Records excerpted from a collection:
-------------------------

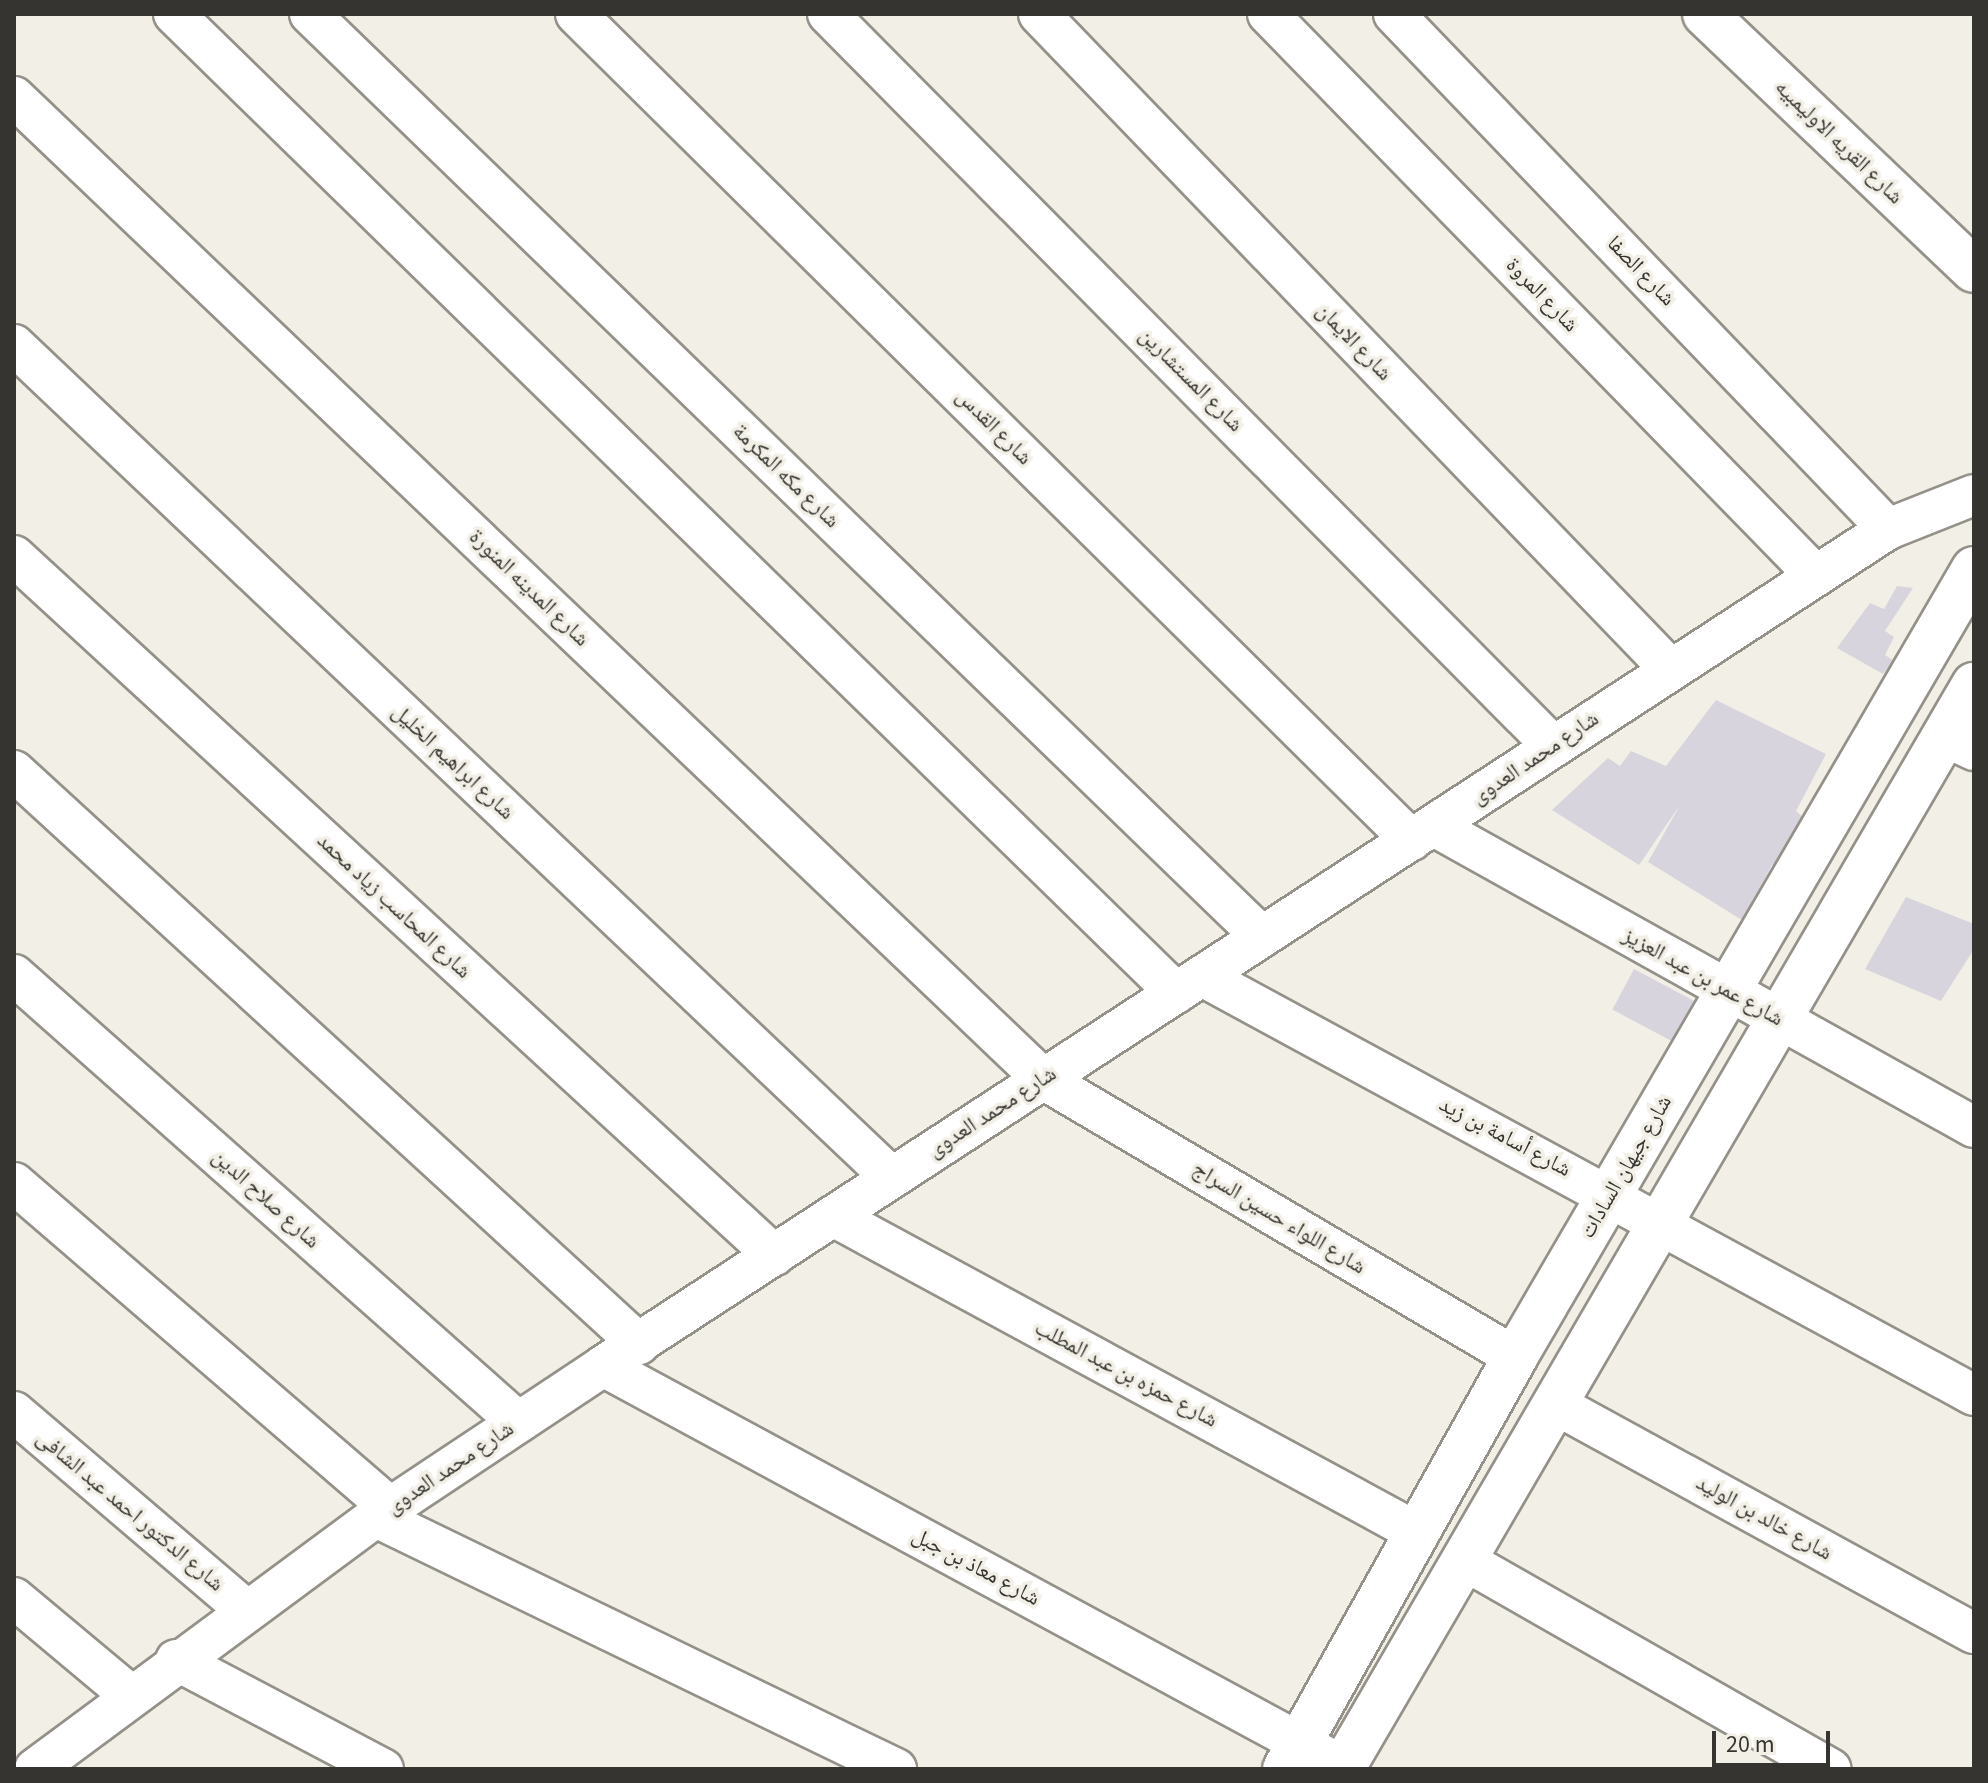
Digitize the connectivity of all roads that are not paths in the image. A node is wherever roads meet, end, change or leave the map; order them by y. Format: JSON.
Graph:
{"nodes":[{"id":1,"x":174,"y":14,"type":"edge"},
{"id":2,"x":310,"y":14,"type":"edge"},
{"id":3,"x":576,"y":14,"type":"edge"},
{"id":4,"x":828,"y":14,"type":"edge"},
{"id":5,"x":1039,"y":14,"type":"edge"},
{"id":6,"x":1268,"y":14,"type":"edge"},
{"id":7,"x":1394,"y":14,"type":"edge"},
{"id":8,"x":1705,"y":14,"type":"edge"},
{"id":9,"x":14,"y":97,"type":"edge"},
{"id":10,"x":1974,"y":270,"type":"edge"},
{"id":11,"x":14,"y":345,"type":"edge"},
{"id":12,"x":1974,"y":495,"type":"edge"},
{"id":13,"x":1888,"y":529,"type":"junction"},
{"id":14,"x":14,"y":556,"type":"edge"},
{"id":15,"x":1974,"y":569,"type":"edge"},
{"id":16,"x":1816,"y":576,"type":"junction"},
{"id":17,"x":1670,"y":669,"type":"junction"},
{"id":18,"x":1974,"y":685,"type":"edge"},
{"id":19,"x":1959,"y":743,"type":"edge"},
{"id":20,"x":1553,"y":746,"type":"junction"},
{"id":21,"x":14,"y":771,"type":"edge"},
{"id":22,"x":1422,"y":833,"type":"junction"},
{"id":23,"x":1262,"y":937,"type":"junction"},
{"id":24,"x":14,"y":975,"type":"edge"},
{"id":25,"x":1189,"y":985,"type":"junction"},
{"id":26,"x":1727,"y":992,"type":"junction"},
{"id":27,"x":1779,"y":1019,"type":"junction"},
{"id":28,"x":1043,"y":1079,"type":"junction"},
{"id":29,"x":1974,"y":1127,"type":"edge"},
{"id":30,"x":892,"y":1178,"type":"junction"},
{"id":31,"x":14,"y":1183,"type":"edge"},
{"id":32,"x":1612,"y":1194,"type":"junction"},
{"id":33,"x":833,"y":1216,"type":"junction"},
{"id":34,"x":1661,"y":1222,"type":"junction"},
{"id":35,"x":774,"y":1255,"type":"junction"},
{"id":36,"x":639,"y":1344,"type":"junction"},
{"id":37,"x":1515,"y":1357,"type":"junction"},
{"id":38,"x":603,"y":1366,"type":"junction"},
{"id":39,"x":1974,"y":1395,"type":"edge"},
{"id":40,"x":1555,"y":1404,"type":"junction"},
{"id":41,"x":14,"y":1412,"type":"edge"},
{"id":42,"x":518,"y":1422,"type":"junction"},
{"id":43,"x":383,"y":1512,"type":"junction"},
{"id":44,"x":1418,"y":1533,"type":"junction"},
{"id":45,"x":1464,"y":1560,"type":"junction"},
{"id":46,"x":14,"y":1598,"type":"edge"},
{"id":47,"x":246,"y":1610,"type":"junction"},
{"id":48,"x":1974,"y":1633,"type":"edge"},
{"id":49,"x":176,"y":1660,"type":"junction"},
{"id":50,"x":130,"y":1695,"type":"junction"},
{"id":51,"x":1293,"y":1756,"type":"edge"},
{"id":52,"x":1345,"y":1768,"type":"edge"},
{"id":53,"x":35,"y":1769,"type":"edge"},
{"id":54,"x":383,"y":1769,"type":"edge"},
{"id":55,"x":896,"y":1769,"type":"edge"},
{"id":56,"x":1831,"y":1769,"type":"edge"}],
"edges":[{"from":1,"to":25,"type":"street","name":"شارع أسامة بن زيد"},
{"from":2,"to":23,"type":"street","name":"شارع مكه المكرمة"},
{"from":3,"to":22,"type":"street","name":"شارع القدس"},
{"from":4,"to":20,"type":"street","name":"شارع المستشارين"},
{"from":5,"to":17,"type":"street","name":"شارع الايمان"},
{"from":6,"to":16,"type":"street","name":"شارع المروة"},
{"from":7,"to":13,"type":"street","name":"شارع الصفا"},
{"from":8,"to":10,"type":"main road","name":"شارع القريه الاوليمبيه"},
{"from":9,"to":28,"type":"street","name":"شارع المدينه المنورة"},
{"from":11,"to":30,"type":"street","name":"شارع ابراهيم الخليل"},
{"from":12,"to":13,"type":"street","name":"شارع محمد العدوى"},
{"from":13,"to":16,"type":"street","name":"شارع محمد العدوى"},
{"from":14,"to":35,"type":"street","name":"شارع المحاسب زياد محمد"},
{"from":15,"to":26,"type":"main road","name":"شارع جيهان السادات"},
{"from":16,"to":17,"type":"street","name":"شارع محمد العدوى"},
{"from":17,"to":20,"type":"street","name":"شارع محمد العدوى"},
{"from":18,"to":19,"type":"main road"},
{"from":19,"to":27,"type":"main road"},
{"from":20,"to":22,"type":"street","name":"شارع محمد العدوى"},
{"from":21,"to":36,"type":"street"},
{"from":22,"to":23,"type":"street","name":"شارع محمد العدوى"},
{"from":22,"to":26,"type":"street","name":"شارع عمر بن عبد العزيز"},
{"from":23,"to":25,"type":"street","name":"شارع محمد العدوى"},
{"from":24,"to":42,"type":"street","name":"شارع صلاح الدين"},
{"from":25,"to":28,"type":"street","name":"شارع محمد العدوى"},
{"from":25,"to":32,"type":"street","name":"شارع أسامة بن زيد"},
{"from":26,"to":27,"type":"street","name":"شارع عمر بن عبد العزيز"},
{"from":26,"to":32,"type":"main road","name":"شارع جيهان السادات"},
{"from":27,"to":29,"type":"street","name":"شارع عمر بن عبد العزيز"},
{"from":27,"to":34,"type":"main road"},
{"from":28,"to":30,"type":"street","name":"شارع محمد العدوى"},
{"from":28,"to":37,"type":"street","name":"شارع اللواء حسين السراج"},
{"from":30,"to":33,"type":"street","name":"شارع محمد العدوى"},
{"from":31,"to":43,"type":"street"},
{"from":32,"to":34,"type":"street","name":"شارع أسامة بن زيد"},
{"from":32,"to":37,"type":"main road","name":"شارع جيهان السادات"},
{"from":33,"to":35,"type":"street","name":"شارع محمد العدوى"},
{"from":33,"to":44,"type":"street","name":"شارع حمزه بن عبد المطلب"},
{"from":34,"to":39,"type":"street","name":"شارع أسامة بن زيد"},
{"from":34,"to":40,"type":"main road"},
{"from":35,"to":36,"type":"street","name":"شارع محمد العدوى"},
{"from":36,"to":38,"type":"street","name":"شارع محمد العدوى"},
{"from":37,"to":44,"type":"main road","name":"شارع جيهان السادات"},
{"from":38,"to":42,"type":"street","name":"شارع محمد العدوى"},
{"from":38,"to":51,"type":"street","name":"شارع معاذ بن جبل"},
{"from":40,"to":45,"type":"main road"},
{"from":40,"to":48,"type":"street","name":"شارع خالد بن الوليد"},
{"from":41,"to":47,"type":"street","name":"شارع الدكتور احمد عبد الشافى"},
{"from":42,"to":43,"type":"street","name":"شارع محمد العدوى"},
{"from":43,"to":47,"type":"street","name":"شارع محمد العدوى"},
{"from":43,"to":55,"type":"street"},
{"from":44,"to":51,"type":"main road","name":"شارع جيهان السادات"},
{"from":45,"to":52,"type":"main road"},
{"from":45,"to":56,"type":"street"},
{"from":46,"to":50,"type":"street"},
{"from":47,"to":49,"type":"street","name":"شارع محمد العدوى"},
{"from":49,"to":50,"type":"street","name":"شارع محمد العدوى"},
{"from":49,"to":54,"type":"street"},
{"from":50,"to":53,"type":"street","name":"شارع محمد العدوى"},
{"from":51,"to":52,"type":"street","name":"شارع معاذ بن جبل"}]}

-------------------------

Would you write out all of the records exactly, omitting the pictures?

- Solved exercise
Digitize the connectivity of all roads that are not paths in the image. A node is wherever roads meet, end, change or leave the map; order them by y. Format: JSON.
Graph:
{"nodes":[{"id":1,"x":174,"y":14,"type":"edge"},
{"id":2,"x":310,"y":14,"type":"edge"},
{"id":3,"x":576,"y":14,"type":"edge"},
{"id":4,"x":828,"y":14,"type":"edge"},
{"id":5,"x":1039,"y":14,"type":"edge"},
{"id":6,"x":1268,"y":14,"type":"edge"},
{"id":7,"x":1394,"y":14,"type":"edge"},
{"id":8,"x":1705,"y":14,"type":"edge"},
{"id":9,"x":14,"y":97,"type":"edge"},
{"id":10,"x":1974,"y":270,"type":"edge"},
{"id":11,"x":14,"y":345,"type":"edge"},
{"id":12,"x":1974,"y":495,"type":"edge"},
{"id":13,"x":1888,"y":529,"type":"junction"},
{"id":14,"x":14,"y":556,"type":"edge"},
{"id":15,"x":1974,"y":569,"type":"edge"},
{"id":16,"x":1816,"y":576,"type":"junction"},
{"id":17,"x":1670,"y":669,"type":"junction"},
{"id":18,"x":1974,"y":685,"type":"edge"},
{"id":19,"x":1959,"y":743,"type":"edge"},
{"id":20,"x":1553,"y":746,"type":"junction"},
{"id":21,"x":14,"y":771,"type":"edge"},
{"id":22,"x":1422,"y":833,"type":"junction"},
{"id":23,"x":1262,"y":937,"type":"junction"},
{"id":24,"x":14,"y":975,"type":"edge"},
{"id":25,"x":1189,"y":985,"type":"junction"},
{"id":26,"x":1727,"y":992,"type":"junction"},
{"id":27,"x":1779,"y":1019,"type":"junction"},
{"id":28,"x":1043,"y":1079,"type":"junction"},
{"id":29,"x":1974,"y":1127,"type":"edge"},
{"id":30,"x":892,"y":1178,"type":"junction"},
{"id":31,"x":14,"y":1183,"type":"edge"},
{"id":32,"x":1612,"y":1194,"type":"junction"},
{"id":33,"x":833,"y":1216,"type":"junction"},
{"id":34,"x":1661,"y":1222,"type":"junction"},
{"id":35,"x":774,"y":1255,"type":"junction"},
{"id":36,"x":639,"y":1344,"type":"junction"},
{"id":37,"x":1515,"y":1357,"type":"junction"},
{"id":38,"x":603,"y":1366,"type":"junction"},
{"id":39,"x":1974,"y":1395,"type":"edge"},
{"id":40,"x":1555,"y":1404,"type":"junction"},
{"id":41,"x":14,"y":1412,"type":"edge"},
{"id":42,"x":518,"y":1422,"type":"junction"},
{"id":43,"x":383,"y":1512,"type":"junction"},
{"id":44,"x":1418,"y":1533,"type":"junction"},
{"id":45,"x":1464,"y":1560,"type":"junction"},
{"id":46,"x":14,"y":1598,"type":"edge"},
{"id":47,"x":246,"y":1610,"type":"junction"},
{"id":48,"x":1974,"y":1633,"type":"edge"},
{"id":49,"x":176,"y":1660,"type":"junction"},
{"id":50,"x":130,"y":1695,"type":"junction"},
{"id":51,"x":1293,"y":1756,"type":"edge"},
{"id":52,"x":1345,"y":1768,"type":"edge"},
{"id":53,"x":35,"y":1769,"type":"edge"},
{"id":54,"x":383,"y":1769,"type":"edge"},
{"id":55,"x":896,"y":1769,"type":"edge"},
{"id":56,"x":1831,"y":1769,"type":"edge"}],
"edges":[{"from":1,"to":25,"type":"street","name":"شارع أسامة بن زيد"},
{"from":2,"to":23,"type":"street","name":"شارع مكه المكرمة"},
{"from":3,"to":22,"type":"street","name":"شارع القدس"},
{"from":4,"to":20,"type":"street","name":"شارع المستشارين"},
{"from":5,"to":17,"type":"street","name":"شارع الايمان"},
{"from":6,"to":16,"type":"street","name":"شارع المروة"},
{"from":7,"to":13,"type":"street","name":"شارع الصفا"},
{"from":8,"to":10,"type":"main road","name":"شارع القريه الاوليمبيه"},
{"from":9,"to":28,"type":"street","name":"شارع المدينه المنورة"},
{"from":11,"to":30,"type":"street","name":"شارع ابراهيم الخليل"},
{"from":12,"to":13,"type":"street","name":"شارع محمد العدوى"},
{"from":13,"to":16,"type":"street","name":"شارع محمد العدوى"},
{"from":14,"to":35,"type":"street","name":"شارع المحاسب زياد محمد"},
{"from":15,"to":26,"type":"main road","name":"شارع جيهان السادات"},
{"from":16,"to":17,"type":"street","name":"شارع محمد العدوى"},
{"from":17,"to":20,"type":"street","name":"شارع محمد العدوى"},
{"from":18,"to":19,"type":"main road"},
{"from":19,"to":27,"type":"main road"},
{"from":20,"to":22,"type":"street","name":"شارع محمد العدوى"},
{"from":21,"to":36,"type":"street"},
{"from":22,"to":23,"type":"street","name":"شارع محمد العدوى"},
{"from":22,"to":26,"type":"street","name":"شارع عمر بن عبد العزيز"},
{"from":23,"to":25,"type":"street","name":"شارع محمد العدوى"},
{"from":24,"to":42,"type":"street","name":"شارع صلاح الدين"},
{"from":25,"to":28,"type":"street","name":"شارع محمد العدوى"},
{"from":25,"to":32,"type":"street","name":"شارع أسامة بن زيد"},
{"from":26,"to":27,"type":"street","name":"شارع عمر بن عبد العزيز"},
{"from":26,"to":32,"type":"main road","name":"شارع جيهان السادات"},
{"from":27,"to":29,"type":"street","name":"شارع عمر بن عبد العزيز"},
{"from":27,"to":34,"type":"main road"},
{"from":28,"to":30,"type":"street","name":"شارع محمد العدوى"},
{"from":28,"to":37,"type":"street","name":"شارع اللواء حسين السراج"},
{"from":30,"to":33,"type":"street","name":"شارع محمد العدوى"},
{"from":31,"to":43,"type":"street"},
{"from":32,"to":34,"type":"street","name":"شارع أسامة بن زيد"},
{"from":32,"to":37,"type":"main road","name":"شارع جيهان السادات"},
{"from":33,"to":35,"type":"street","name":"شارع محمد العدوى"},
{"from":33,"to":44,"type":"street","name":"شارع حمزه بن عبد المطلب"},
{"from":34,"to":39,"type":"street","name":"شارع أسامة بن زيد"},
{"from":34,"to":40,"type":"main road"},
{"from":35,"to":36,"type":"street","name":"شارع محمد العدوى"},
{"from":36,"to":38,"type":"street","name":"شارع محمد العدوى"},
{"from":37,"to":44,"type":"main road","name":"شارع جيهان السادات"},
{"from":38,"to":42,"type":"street","name":"شارع محمد العدوى"},
{"from":38,"to":51,"type":"street","name":"شارع معاذ بن جبل"},
{"from":40,"to":45,"type":"main road"},
{"from":40,"to":48,"type":"street","name":"شارع خالد بن الوليد"},
{"from":41,"to":47,"type":"street","name":"شارع الدكتور احمد عبد الشافى"},
{"from":42,"to":43,"type":"street","name":"شارع محمد العدوى"},
{"from":43,"to":47,"type":"street","name":"شارع محمد العدوى"},
{"from":43,"to":55,"type":"street"},
{"from":44,"to":51,"type":"main road","name":"شارع جيهان السادات"},
{"from":45,"to":52,"type":"main road"},
{"from":45,"to":56,"type":"street"},
{"from":46,"to":50,"type":"street"},
{"from":47,"to":49,"type":"street","name":"شارع محمد العدوى"},
{"from":49,"to":50,"type":"street","name":"شارع محمد العدوى"},
{"from":49,"to":54,"type":"street"},
{"from":50,"to":53,"type":"street","name":"شارع محمد العدوى"},
{"from":51,"to":52,"type":"street","name":"شارع معاذ بن جبل"}]}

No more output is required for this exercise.